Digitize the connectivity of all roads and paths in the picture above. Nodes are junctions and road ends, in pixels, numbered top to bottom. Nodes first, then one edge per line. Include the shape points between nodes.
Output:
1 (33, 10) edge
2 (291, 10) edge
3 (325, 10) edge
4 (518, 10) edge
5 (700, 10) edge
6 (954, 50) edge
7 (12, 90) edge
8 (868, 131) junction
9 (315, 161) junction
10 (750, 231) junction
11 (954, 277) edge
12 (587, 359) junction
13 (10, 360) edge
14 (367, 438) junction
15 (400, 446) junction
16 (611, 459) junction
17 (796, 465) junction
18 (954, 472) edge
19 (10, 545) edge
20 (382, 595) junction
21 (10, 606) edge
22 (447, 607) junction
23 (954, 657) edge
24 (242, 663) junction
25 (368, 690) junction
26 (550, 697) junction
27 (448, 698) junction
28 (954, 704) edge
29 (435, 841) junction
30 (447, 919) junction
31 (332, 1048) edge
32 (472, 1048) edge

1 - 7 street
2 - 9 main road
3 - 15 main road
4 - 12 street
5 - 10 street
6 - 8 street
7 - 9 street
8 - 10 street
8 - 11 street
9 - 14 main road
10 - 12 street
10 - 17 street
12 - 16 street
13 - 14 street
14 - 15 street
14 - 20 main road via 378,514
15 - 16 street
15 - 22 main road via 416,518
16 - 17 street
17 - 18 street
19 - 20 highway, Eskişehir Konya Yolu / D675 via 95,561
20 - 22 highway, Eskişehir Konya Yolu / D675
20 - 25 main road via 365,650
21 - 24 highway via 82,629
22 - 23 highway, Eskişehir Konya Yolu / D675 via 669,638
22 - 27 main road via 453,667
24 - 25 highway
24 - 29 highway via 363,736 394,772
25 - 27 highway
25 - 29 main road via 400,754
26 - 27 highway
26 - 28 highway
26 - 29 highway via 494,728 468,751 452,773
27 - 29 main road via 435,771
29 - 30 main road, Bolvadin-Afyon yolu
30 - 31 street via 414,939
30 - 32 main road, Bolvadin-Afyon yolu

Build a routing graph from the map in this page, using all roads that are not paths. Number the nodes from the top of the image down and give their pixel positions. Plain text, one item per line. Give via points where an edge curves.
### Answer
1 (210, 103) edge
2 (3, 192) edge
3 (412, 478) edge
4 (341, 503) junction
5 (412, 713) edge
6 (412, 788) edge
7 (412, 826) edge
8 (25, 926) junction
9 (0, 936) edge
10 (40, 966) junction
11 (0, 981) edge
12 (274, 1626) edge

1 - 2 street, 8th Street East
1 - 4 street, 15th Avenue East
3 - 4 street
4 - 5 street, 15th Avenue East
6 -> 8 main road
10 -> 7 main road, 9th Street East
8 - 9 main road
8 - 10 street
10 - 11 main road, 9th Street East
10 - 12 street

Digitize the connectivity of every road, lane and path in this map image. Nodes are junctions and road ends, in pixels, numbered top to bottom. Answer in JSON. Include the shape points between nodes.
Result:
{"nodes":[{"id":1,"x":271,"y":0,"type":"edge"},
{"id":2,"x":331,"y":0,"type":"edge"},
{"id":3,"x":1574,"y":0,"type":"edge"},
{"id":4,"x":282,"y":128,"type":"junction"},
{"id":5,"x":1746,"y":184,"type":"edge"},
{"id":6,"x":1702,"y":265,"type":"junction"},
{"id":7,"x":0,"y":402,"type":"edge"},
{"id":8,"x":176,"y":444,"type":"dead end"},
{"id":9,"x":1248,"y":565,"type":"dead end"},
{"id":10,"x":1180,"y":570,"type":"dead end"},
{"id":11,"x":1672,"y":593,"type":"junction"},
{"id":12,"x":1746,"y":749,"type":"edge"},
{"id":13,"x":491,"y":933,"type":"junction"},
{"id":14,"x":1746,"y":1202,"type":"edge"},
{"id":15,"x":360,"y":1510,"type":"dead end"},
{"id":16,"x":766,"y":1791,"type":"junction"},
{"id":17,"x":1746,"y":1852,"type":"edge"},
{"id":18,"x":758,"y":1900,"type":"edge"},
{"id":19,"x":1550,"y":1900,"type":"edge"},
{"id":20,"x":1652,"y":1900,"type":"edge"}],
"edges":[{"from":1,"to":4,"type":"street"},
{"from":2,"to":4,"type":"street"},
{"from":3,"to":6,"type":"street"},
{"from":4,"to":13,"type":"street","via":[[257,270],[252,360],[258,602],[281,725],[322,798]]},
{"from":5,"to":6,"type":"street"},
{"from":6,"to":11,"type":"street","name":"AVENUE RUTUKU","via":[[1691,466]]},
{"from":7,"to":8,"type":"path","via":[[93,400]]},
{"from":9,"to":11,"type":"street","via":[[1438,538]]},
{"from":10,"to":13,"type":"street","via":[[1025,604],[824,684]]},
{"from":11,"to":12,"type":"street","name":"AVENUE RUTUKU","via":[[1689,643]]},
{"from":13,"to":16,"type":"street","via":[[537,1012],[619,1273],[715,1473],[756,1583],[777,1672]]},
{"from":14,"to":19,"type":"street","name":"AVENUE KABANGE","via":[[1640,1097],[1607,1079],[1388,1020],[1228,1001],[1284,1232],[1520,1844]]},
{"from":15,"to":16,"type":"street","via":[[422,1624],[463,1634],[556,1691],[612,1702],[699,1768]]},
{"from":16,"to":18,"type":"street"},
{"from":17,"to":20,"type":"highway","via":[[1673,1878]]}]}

● **What this task involves**: Transcribe the data word for word.

● **Your response**:
Digitize the connectivity of all roads and paths in the picture above. Nodes are junctions and road ends, in pixels, numbered top to bottom. Nodes first, then one edge per line. Include the shape points between nodes.
Output:
1 (33, 10) edge
2 (291, 10) edge
3 (325, 10) edge
4 (518, 10) edge
5 (700, 10) edge
6 (954, 50) edge
7 (12, 90) edge
8 (868, 131) junction
9 (315, 161) junction
10 (750, 231) junction
11 (954, 277) edge
12 (587, 359) junction
13 (10, 360) edge
14 (367, 438) junction
15 (400, 446) junction
16 (611, 459) junction
17 (796, 465) junction
18 (954, 472) edge
19 (10, 545) edge
20 (382, 595) junction
21 (10, 606) edge
22 (447, 607) junction
23 (954, 657) edge
24 (242, 663) junction
25 (368, 690) junction
26 (550, 697) junction
27 (448, 698) junction
28 (954, 704) edge
29 (435, 841) junction
30 (447, 919) junction
31 (332, 1048) edge
32 (472, 1048) edge

1 - 7 street
2 - 9 main road
3 - 15 main road
4 - 12 street
5 - 10 street
6 - 8 street
7 - 9 street
8 - 10 street
8 - 11 street
9 - 14 main road
10 - 12 street
10 - 17 street
12 - 16 street
13 - 14 street
14 - 15 street
14 - 20 main road via 378,514
15 - 16 street
15 - 22 main road via 416,518
16 - 17 street
17 - 18 street
19 - 20 highway, Eskişehir Konya Yolu / D675 via 95,561
20 - 22 highway, Eskişehir Konya Yolu / D675
20 - 25 main road via 365,650
21 - 24 highway via 82,629
22 - 23 highway, Eskişehir Konya Yolu / D675 via 669,638
22 - 27 main road via 453,667
24 - 25 highway
24 - 29 highway via 363,736 394,772
25 - 27 highway
25 - 29 main road via 400,754
26 - 27 highway
26 - 28 highway
26 - 29 highway via 494,728 468,751 452,773
27 - 29 main road via 435,771
29 - 30 main road, Bolvadin-Afyon yolu
30 - 31 street via 414,939
30 - 32 main road, Bolvadin-Afyon yolu

Build a routing graph from the map in this page, using all roads that are not paths. Number the nodes from the top of the image down and give their pixel positions. Plain text, one item per line. Give via points where an edge curves.
### Answer
1 (210, 103) edge
2 (3, 192) edge
3 (412, 478) edge
4 (341, 503) junction
5 (412, 713) edge
6 (412, 788) edge
7 (412, 826) edge
8 (25, 926) junction
9 (0, 936) edge
10 (40, 966) junction
11 (0, 981) edge
12 (274, 1626) edge

1 - 2 street, 8th Street East
1 - 4 street, 15th Avenue East
3 - 4 street
4 - 5 street, 15th Avenue East
6 -> 8 main road
10 -> 7 main road, 9th Street East
8 - 9 main road
8 - 10 street
10 - 11 main road, 9th Street East
10 - 12 street

Digitize the connectivity of every road, lane and path in this map image. Nodes are junctions and road ends, in pixels, numbered top to bottom. Answer in JSON. Include the shape points between nodes.
Result:
{"nodes":[{"id":1,"x":271,"y":0,"type":"edge"},
{"id":2,"x":331,"y":0,"type":"edge"},
{"id":3,"x":1574,"y":0,"type":"edge"},
{"id":4,"x":282,"y":128,"type":"junction"},
{"id":5,"x":1746,"y":184,"type":"edge"},
{"id":6,"x":1702,"y":265,"type":"junction"},
{"id":7,"x":0,"y":402,"type":"edge"},
{"id":8,"x":176,"y":444,"type":"dead end"},
{"id":9,"x":1248,"y":565,"type":"dead end"},
{"id":10,"x":1180,"y":570,"type":"dead end"},
{"id":11,"x":1672,"y":593,"type":"junction"},
{"id":12,"x":1746,"y":749,"type":"edge"},
{"id":13,"x":491,"y":933,"type":"junction"},
{"id":14,"x":1746,"y":1202,"type":"edge"},
{"id":15,"x":360,"y":1510,"type":"dead end"},
{"id":16,"x":766,"y":1791,"type":"junction"},
{"id":17,"x":1746,"y":1852,"type":"edge"},
{"id":18,"x":758,"y":1900,"type":"edge"},
{"id":19,"x":1550,"y":1900,"type":"edge"},
{"id":20,"x":1652,"y":1900,"type":"edge"}],
"edges":[{"from":1,"to":4,"type":"street"},
{"from":2,"to":4,"type":"street"},
{"from":3,"to":6,"type":"street"},
{"from":4,"to":13,"type":"street","via":[[257,270],[252,360],[258,602],[281,725],[322,798]]},
{"from":5,"to":6,"type":"street"},
{"from":6,"to":11,"type":"street","name":"AVENUE RUTUKU","via":[[1691,466]]},
{"from":7,"to":8,"type":"path","via":[[93,400]]},
{"from":9,"to":11,"type":"street","via":[[1438,538]]},
{"from":10,"to":13,"type":"street","via":[[1025,604],[824,684]]},
{"from":11,"to":12,"type":"street","name":"AVENUE RUTUKU","via":[[1689,643]]},
{"from":13,"to":16,"type":"street","via":[[537,1012],[619,1273],[715,1473],[756,1583],[777,1672]]},
{"from":14,"to":19,"type":"street","name":"AVENUE KABANGE","via":[[1640,1097],[1607,1079],[1388,1020],[1228,1001],[1284,1232],[1520,1844]]},
{"from":15,"to":16,"type":"street","via":[[422,1624],[463,1634],[556,1691],[612,1702],[699,1768]]},
{"from":16,"to":18,"type":"street"},
{"from":17,"to":20,"type":"highway","via":[[1673,1878]]}]}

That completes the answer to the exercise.